WHAT IS EXPECTED:
Retype, exactly as they appear below, the lines between the line holding "Digitize the connectivity" and the line holding "edge per line.", both ends included.

RECORD EXCERPTS Start Marker

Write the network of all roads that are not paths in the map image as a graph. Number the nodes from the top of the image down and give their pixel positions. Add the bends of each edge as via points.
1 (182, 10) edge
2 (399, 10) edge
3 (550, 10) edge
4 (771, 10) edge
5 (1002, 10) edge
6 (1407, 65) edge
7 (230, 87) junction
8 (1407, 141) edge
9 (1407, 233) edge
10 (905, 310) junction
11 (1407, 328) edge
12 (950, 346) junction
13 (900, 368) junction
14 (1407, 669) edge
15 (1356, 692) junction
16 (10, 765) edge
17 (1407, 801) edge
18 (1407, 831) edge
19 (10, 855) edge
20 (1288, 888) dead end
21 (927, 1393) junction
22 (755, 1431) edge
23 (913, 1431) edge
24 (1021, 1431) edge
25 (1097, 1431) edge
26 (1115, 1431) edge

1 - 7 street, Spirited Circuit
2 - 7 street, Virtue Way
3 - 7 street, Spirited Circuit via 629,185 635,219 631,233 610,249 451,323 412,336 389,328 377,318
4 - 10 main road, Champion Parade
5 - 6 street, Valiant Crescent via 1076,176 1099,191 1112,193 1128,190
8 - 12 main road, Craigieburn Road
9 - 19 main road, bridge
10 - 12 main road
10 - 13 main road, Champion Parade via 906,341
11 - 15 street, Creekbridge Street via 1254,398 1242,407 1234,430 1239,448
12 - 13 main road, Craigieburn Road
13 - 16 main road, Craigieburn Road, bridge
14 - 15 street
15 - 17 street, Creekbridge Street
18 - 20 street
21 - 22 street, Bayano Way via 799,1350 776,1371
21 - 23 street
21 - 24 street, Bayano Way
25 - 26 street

RECORD EXCERPTS End Marker
RECORD EXCERPTS Start Marker

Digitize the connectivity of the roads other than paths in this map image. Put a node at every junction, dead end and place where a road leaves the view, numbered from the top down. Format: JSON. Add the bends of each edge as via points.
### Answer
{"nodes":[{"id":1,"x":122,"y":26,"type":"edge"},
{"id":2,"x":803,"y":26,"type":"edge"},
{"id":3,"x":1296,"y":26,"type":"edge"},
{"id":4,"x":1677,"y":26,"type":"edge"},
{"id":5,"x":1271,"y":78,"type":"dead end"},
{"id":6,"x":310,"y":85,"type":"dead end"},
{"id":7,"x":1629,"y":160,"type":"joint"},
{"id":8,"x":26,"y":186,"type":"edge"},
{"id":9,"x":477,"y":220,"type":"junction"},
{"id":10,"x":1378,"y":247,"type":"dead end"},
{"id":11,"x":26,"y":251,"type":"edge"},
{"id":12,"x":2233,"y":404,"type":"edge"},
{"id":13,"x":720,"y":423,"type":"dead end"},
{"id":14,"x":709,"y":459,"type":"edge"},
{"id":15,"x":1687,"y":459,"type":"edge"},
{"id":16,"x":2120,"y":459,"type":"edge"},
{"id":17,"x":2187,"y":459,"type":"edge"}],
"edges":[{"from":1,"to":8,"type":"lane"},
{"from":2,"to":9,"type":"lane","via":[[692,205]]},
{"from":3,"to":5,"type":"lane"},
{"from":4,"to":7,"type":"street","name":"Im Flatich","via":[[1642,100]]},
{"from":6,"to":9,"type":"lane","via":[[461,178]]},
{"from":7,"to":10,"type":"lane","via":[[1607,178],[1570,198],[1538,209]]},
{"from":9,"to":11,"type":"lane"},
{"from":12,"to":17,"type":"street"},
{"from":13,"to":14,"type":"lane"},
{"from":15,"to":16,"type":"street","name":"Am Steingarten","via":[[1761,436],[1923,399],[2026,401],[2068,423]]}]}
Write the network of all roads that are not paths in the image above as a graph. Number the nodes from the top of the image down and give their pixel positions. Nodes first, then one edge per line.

RECORD EXCERPTS End Marker

RESULT OF THE TASK:
Digitize the connectivity of the roads other than paths in this map image. Put a node at every junction, dead end and place where a road leaves the view, numbered from the top down. Format: JSON. Add the bends of each edge as via points.
### Answer
{"nodes":[{"id":1,"x":122,"y":26,"type":"edge"},
{"id":2,"x":803,"y":26,"type":"edge"},
{"id":3,"x":1296,"y":26,"type":"edge"},
{"id":4,"x":1677,"y":26,"type":"edge"},
{"id":5,"x":1271,"y":78,"type":"dead end"},
{"id":6,"x":310,"y":85,"type":"dead end"},
{"id":7,"x":1629,"y":160,"type":"joint"},
{"id":8,"x":26,"y":186,"type":"edge"},
{"id":9,"x":477,"y":220,"type":"junction"},
{"id":10,"x":1378,"y":247,"type":"dead end"},
{"id":11,"x":26,"y":251,"type":"edge"},
{"id":12,"x":2233,"y":404,"type":"edge"},
{"id":13,"x":720,"y":423,"type":"dead end"},
{"id":14,"x":709,"y":459,"type":"edge"},
{"id":15,"x":1687,"y":459,"type":"edge"},
{"id":16,"x":2120,"y":459,"type":"edge"},
{"id":17,"x":2187,"y":459,"type":"edge"}],
"edges":[{"from":1,"to":8,"type":"lane"},
{"from":2,"to":9,"type":"lane","via":[[692,205]]},
{"from":3,"to":5,"type":"lane"},
{"from":4,"to":7,"type":"street","name":"Im Flatich","via":[[1642,100]]},
{"from":6,"to":9,"type":"lane","via":[[461,178]]},
{"from":7,"to":10,"type":"lane","via":[[1607,178],[1570,198],[1538,209]]},
{"from":9,"to":11,"type":"lane"},
{"from":12,"to":17,"type":"street"},
{"from":13,"to":14,"type":"lane"},
{"from":15,"to":16,"type":"street","name":"Am Steingarten","via":[[1761,436],[1923,399],[2026,401],[2068,423]]}]}
Write the network of all roads that are not paths in the image above as a graph. Number the nodes from the top of the image down and give their pixel positions. Nodes first, then one edge per line.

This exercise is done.